| Task goal |
Where an entry holds an image, skip the image but reproduce the rest word for word.

| The input |
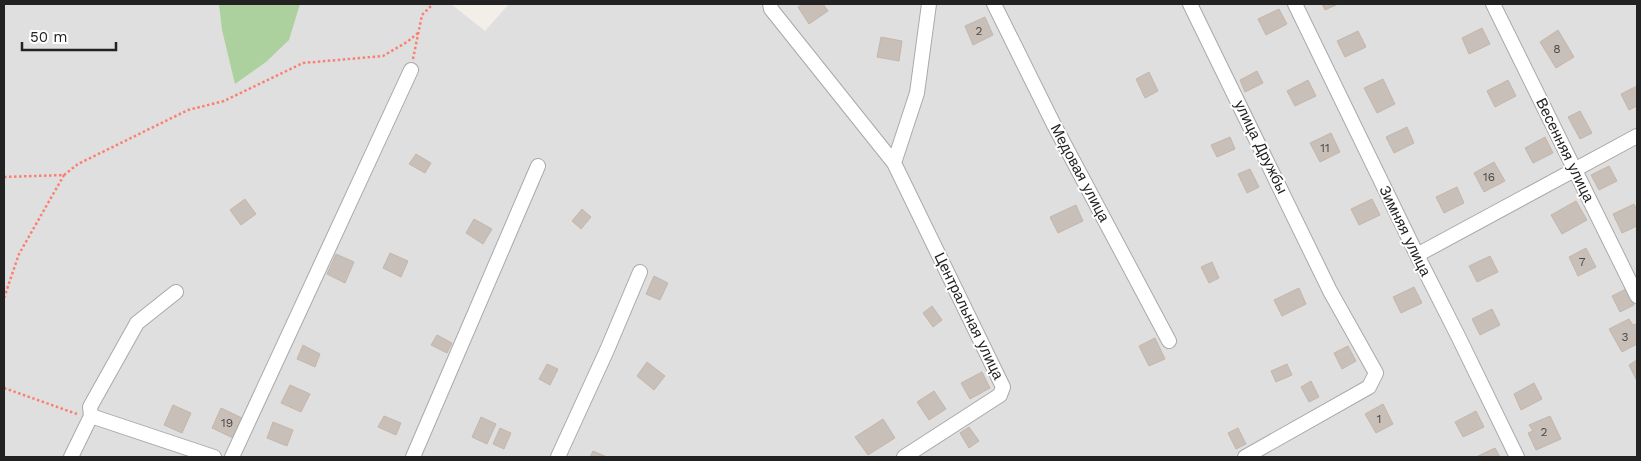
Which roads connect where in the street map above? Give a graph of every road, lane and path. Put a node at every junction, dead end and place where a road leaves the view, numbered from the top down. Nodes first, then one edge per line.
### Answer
1 (433, 4) edge
2 (770, 4) edge
3 (928, 4) edge
4 (994, 4) edge
5 (1190, 4) edge
6 (1295, 4) edge
7 (1492, 4) edge
8 (418, 33) junction
9 (411, 70) joint
10 (1637, 136) edge
11 (894, 163) junction
12 (538, 166) dead end
13 (1575, 169) junction
14 (64, 175) junction
15 (4, 177) edge
16 (1416, 255) junction
17 (640, 272) dead end
18 (176, 292) dead end
19 (1637, 296) edge
20 (4, 298) edge
21 (1169, 341) dead end
22 (4, 388) edge
23 (91, 416) junction
24 (71, 457) edge
25 (214, 457) edge
26 (232, 457) edge
27 (413, 457) edge
28 (558, 457) edge
29 (904, 457) edge
30 (1245, 457) edge
31 (1517, 457) edge

1 - 8 path
2 - 11 street, Центральная улица
3 - 11 street
4 - 21 street, Медовая улица
5 - 30 street, улица Дружбы
6 - 16 street, Зимняя улица
7 - 13 street, Весенняя улица
8 - 9 path
8 - 14 path
9 - 26 street
10 - 13 street
11 - 29 street, Центральная улица
12 - 27 street
13 - 16 street
13 - 19 street, Весенняя улица
14 - 15 path
14 - 20 path
16 - 31 street, Зимняя улица
17 - 28 street
18 - 23 street
22 - 23 path
23 - 24 street
23 - 25 street

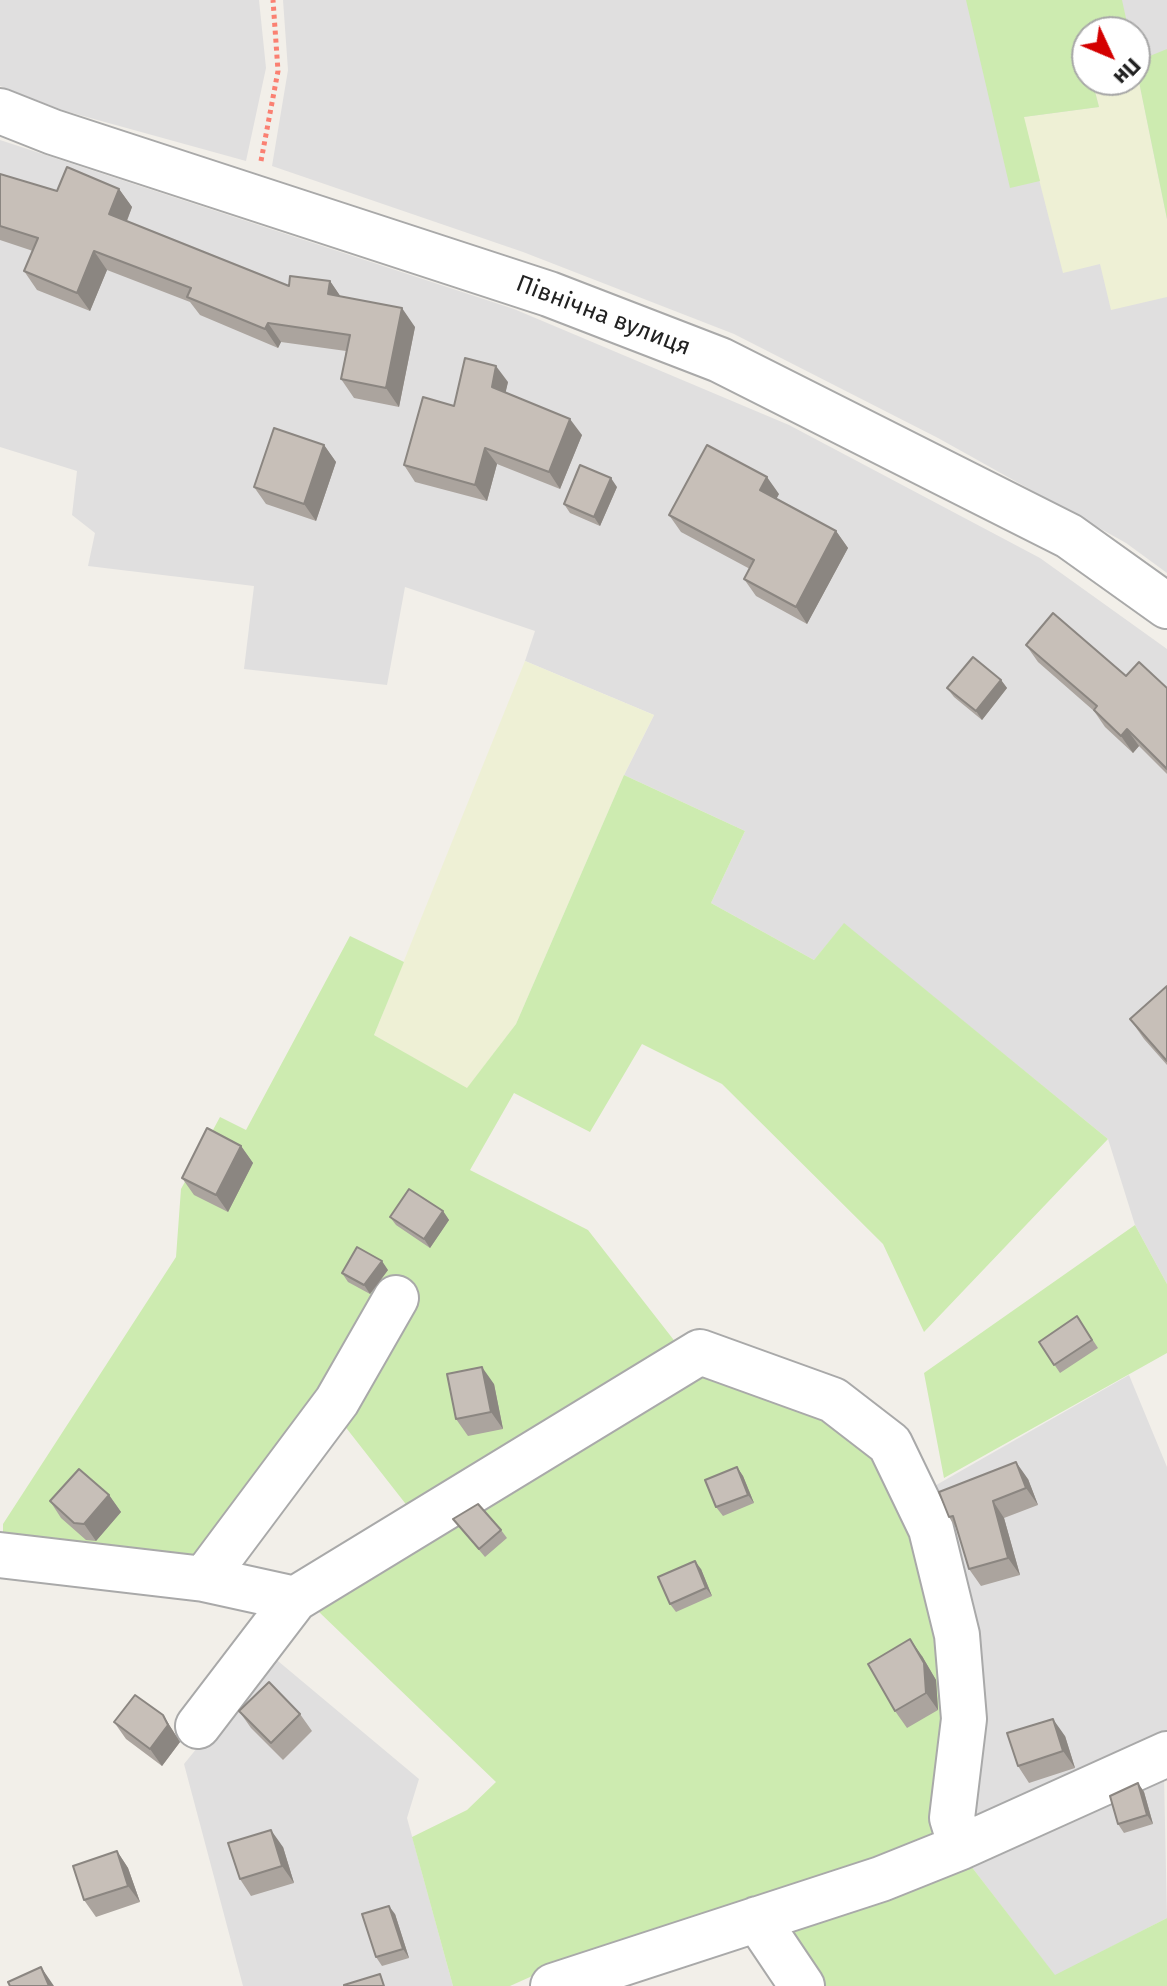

| Output below |
Which roads connect where in the street map above? Give a graph of every road, lane and path. Put a node at every junction, dead end and place where a road leaves the view, numbered from the top down. Nodes first, then one edge per line.
### Answer
1 (433, 4) edge
2 (770, 4) edge
3 (928, 4) edge
4 (994, 4) edge
5 (1190, 4) edge
6 (1295, 4) edge
7 (1492, 4) edge
8 (418, 33) junction
9 (411, 70) joint
10 (1637, 136) edge
11 (894, 163) junction
12 (538, 166) dead end
13 (1575, 169) junction
14 (64, 175) junction
15 (4, 177) edge
16 (1416, 255) junction
17 (640, 272) dead end
18 (176, 292) dead end
19 (1637, 296) edge
20 (4, 298) edge
21 (1169, 341) dead end
22 (4, 388) edge
23 (91, 416) junction
24 (71, 457) edge
25 (214, 457) edge
26 (232, 457) edge
27 (413, 457) edge
28 (558, 457) edge
29 (904, 457) edge
30 (1245, 457) edge
31 (1517, 457) edge

1 - 8 path
2 - 11 street, Центральная улица
3 - 11 street
4 - 21 street, Медовая улица
5 - 30 street, улица Дружбы
6 - 16 street, Зимняя улица
7 - 13 street, Весенняя улица
8 - 9 path
8 - 14 path
9 - 26 street
10 - 13 street
11 - 29 street, Центральная улица
12 - 27 street
13 - 16 street
13 - 19 street, Весенняя улица
14 - 15 path
14 - 20 path
16 - 31 street, Зимняя улица
17 - 28 street
18 - 23 street
22 - 23 path
23 - 24 street
23 - 25 street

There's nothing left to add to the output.